== Assigned task ==
All lines from the one containing "index dip: (1193, 874)" down to the one containing "pinky tip: (1193, 942)", both ends included, are to be given again exactly; omit the rest of the listing below.

== Supplied material ==

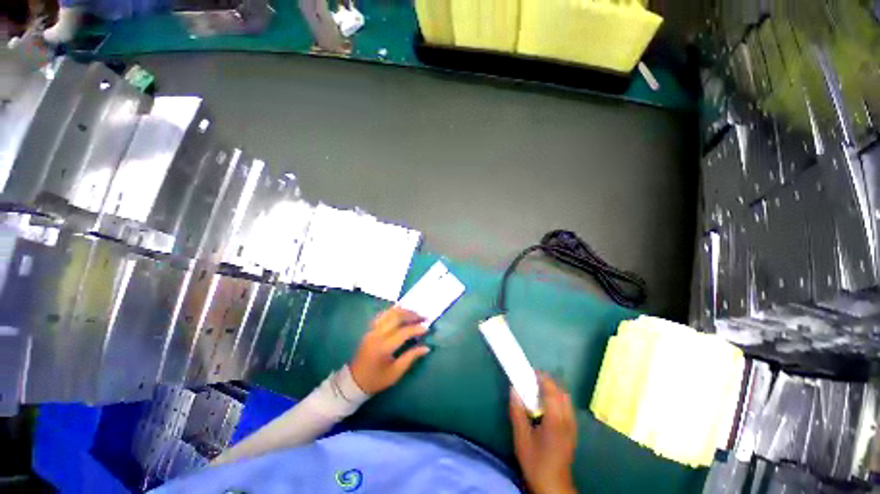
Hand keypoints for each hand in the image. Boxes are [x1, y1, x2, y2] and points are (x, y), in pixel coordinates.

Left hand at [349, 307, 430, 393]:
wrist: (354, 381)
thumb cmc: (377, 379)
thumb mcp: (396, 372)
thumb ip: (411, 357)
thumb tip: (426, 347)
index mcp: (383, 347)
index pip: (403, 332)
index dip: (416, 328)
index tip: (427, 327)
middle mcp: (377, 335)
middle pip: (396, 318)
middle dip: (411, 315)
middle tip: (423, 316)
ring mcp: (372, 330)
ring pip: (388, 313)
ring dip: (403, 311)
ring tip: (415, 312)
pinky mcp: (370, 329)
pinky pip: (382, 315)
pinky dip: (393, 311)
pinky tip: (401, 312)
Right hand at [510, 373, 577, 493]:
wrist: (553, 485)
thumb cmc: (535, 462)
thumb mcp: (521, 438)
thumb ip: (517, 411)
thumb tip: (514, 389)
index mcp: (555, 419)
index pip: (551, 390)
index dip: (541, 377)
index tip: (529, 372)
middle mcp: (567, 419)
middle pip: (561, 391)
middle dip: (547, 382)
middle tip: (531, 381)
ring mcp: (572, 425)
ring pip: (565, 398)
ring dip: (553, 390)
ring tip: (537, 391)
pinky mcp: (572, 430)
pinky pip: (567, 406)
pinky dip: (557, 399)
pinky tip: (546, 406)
---
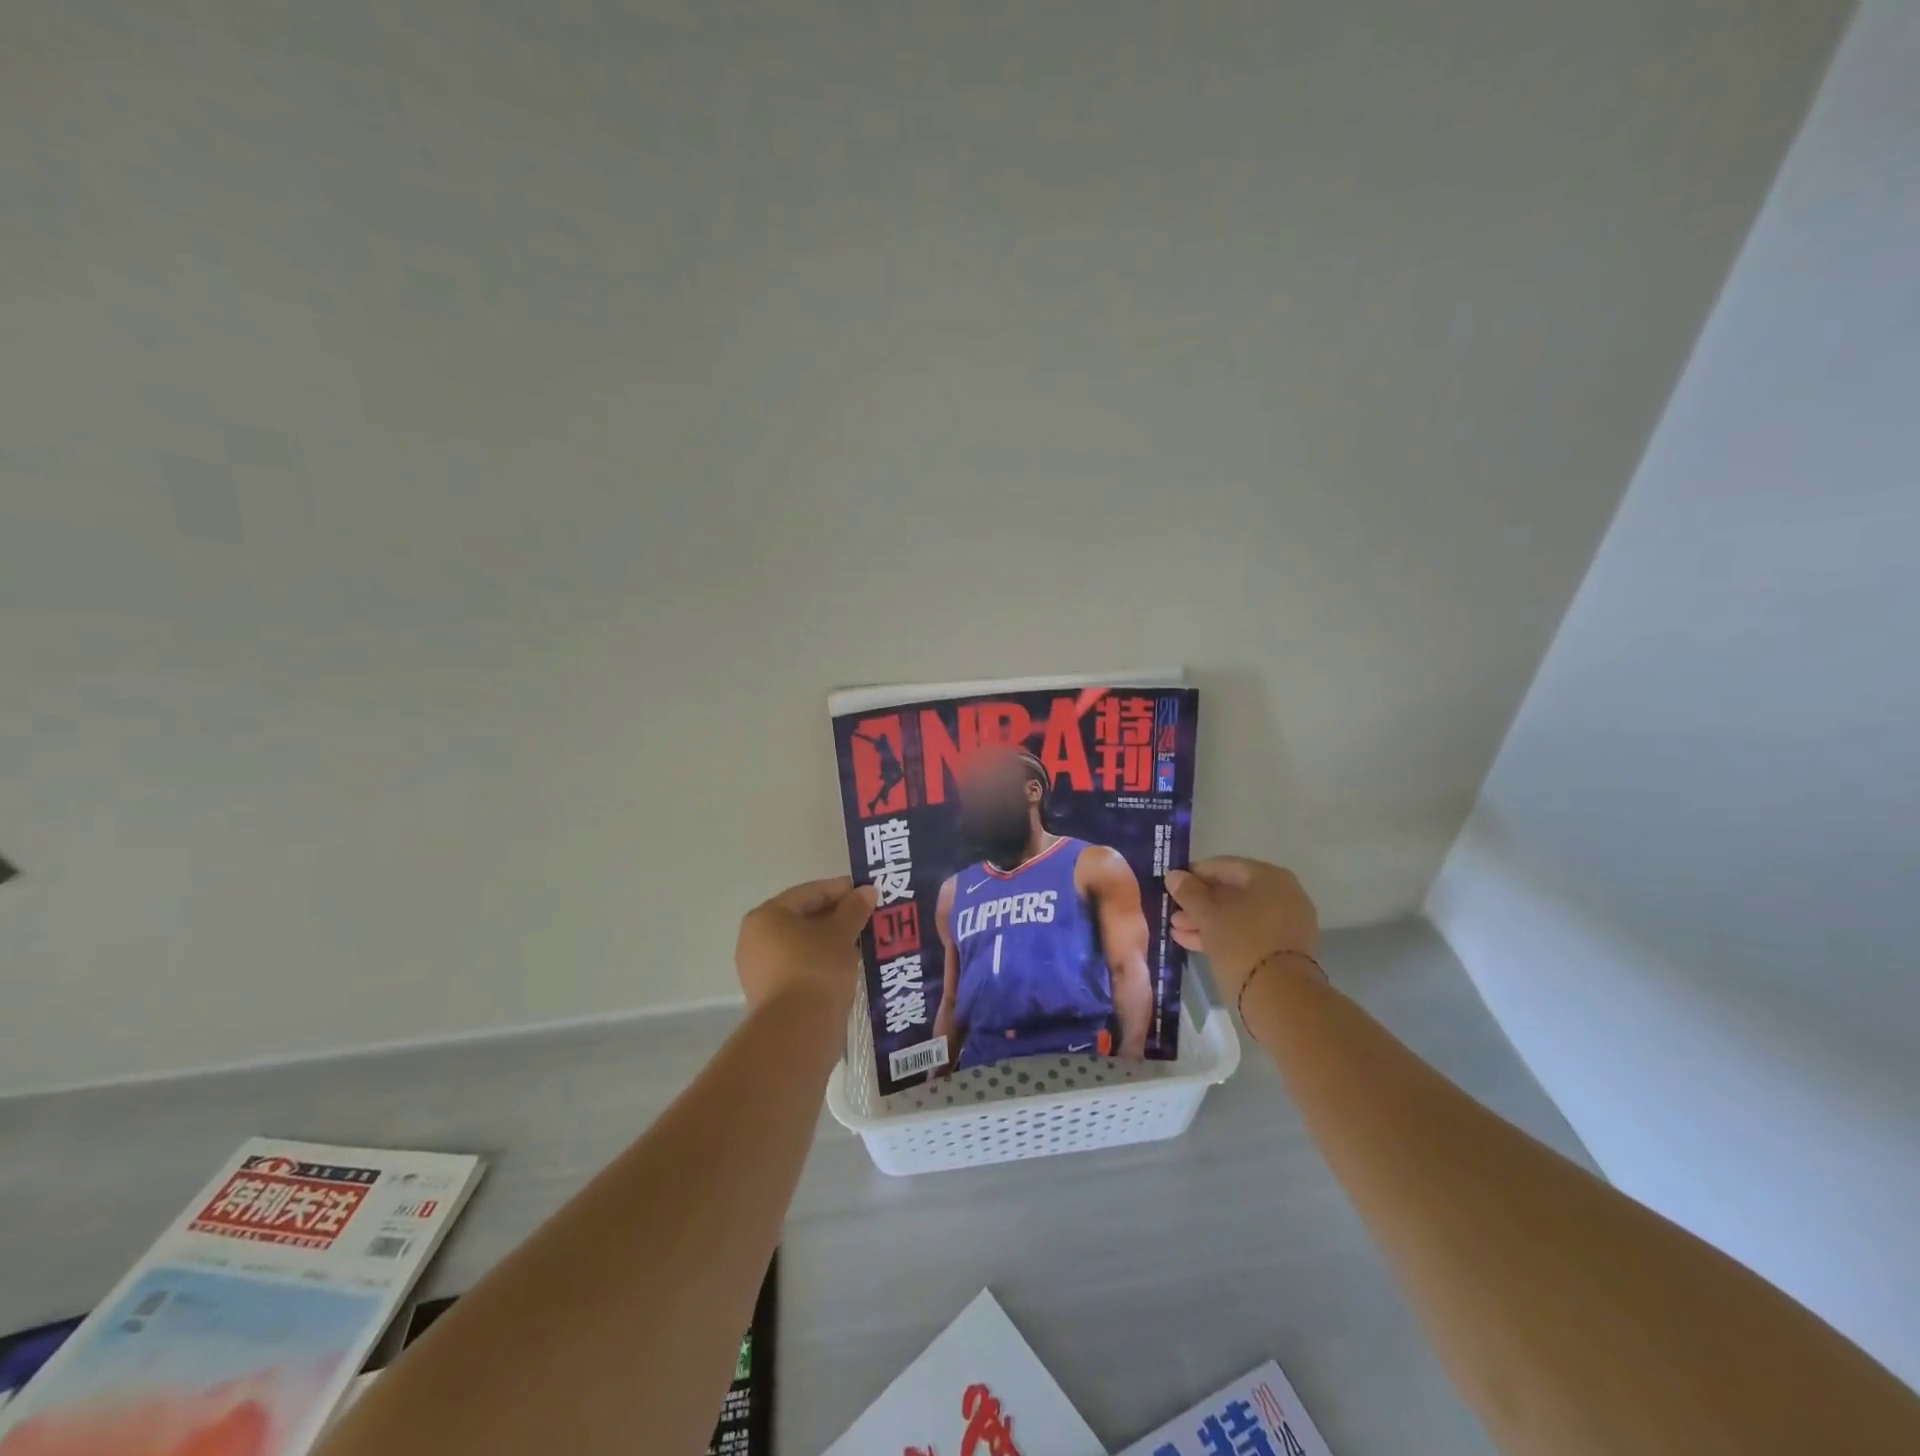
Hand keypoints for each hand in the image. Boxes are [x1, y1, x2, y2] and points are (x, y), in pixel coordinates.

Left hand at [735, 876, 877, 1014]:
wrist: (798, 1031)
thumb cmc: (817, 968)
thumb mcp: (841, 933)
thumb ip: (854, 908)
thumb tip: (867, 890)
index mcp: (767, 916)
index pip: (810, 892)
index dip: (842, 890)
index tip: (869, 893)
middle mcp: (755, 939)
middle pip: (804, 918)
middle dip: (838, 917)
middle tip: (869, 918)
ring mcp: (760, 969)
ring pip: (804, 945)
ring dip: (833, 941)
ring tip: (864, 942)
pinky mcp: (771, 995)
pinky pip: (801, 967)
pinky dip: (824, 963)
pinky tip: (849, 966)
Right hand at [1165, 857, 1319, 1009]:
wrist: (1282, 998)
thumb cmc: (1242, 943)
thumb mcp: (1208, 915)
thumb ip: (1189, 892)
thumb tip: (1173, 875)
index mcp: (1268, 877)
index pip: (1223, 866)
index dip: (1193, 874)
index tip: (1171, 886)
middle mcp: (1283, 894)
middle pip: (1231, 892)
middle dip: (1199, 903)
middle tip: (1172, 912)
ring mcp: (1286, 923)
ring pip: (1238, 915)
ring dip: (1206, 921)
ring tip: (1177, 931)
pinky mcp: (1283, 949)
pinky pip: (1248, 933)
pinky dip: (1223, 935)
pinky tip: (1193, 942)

== Reply ==
index dip: (1193, 874)
index tip: (1171, 886)
middle mcp: (1283, 894)
middle pip: (1231, 892)
middle dip: (1199, 903)
middle tip: (1172, 912)
ring mcp: (1286, 923)
ring pip: (1238, 915)
ring dip: (1206, 921)
ring tip: (1177, 931)
pinky mcp: (1283, 949)
pinky pip: (1248, 933)
pinky dip: (1223, 935)
pinky tip: (1193, 942)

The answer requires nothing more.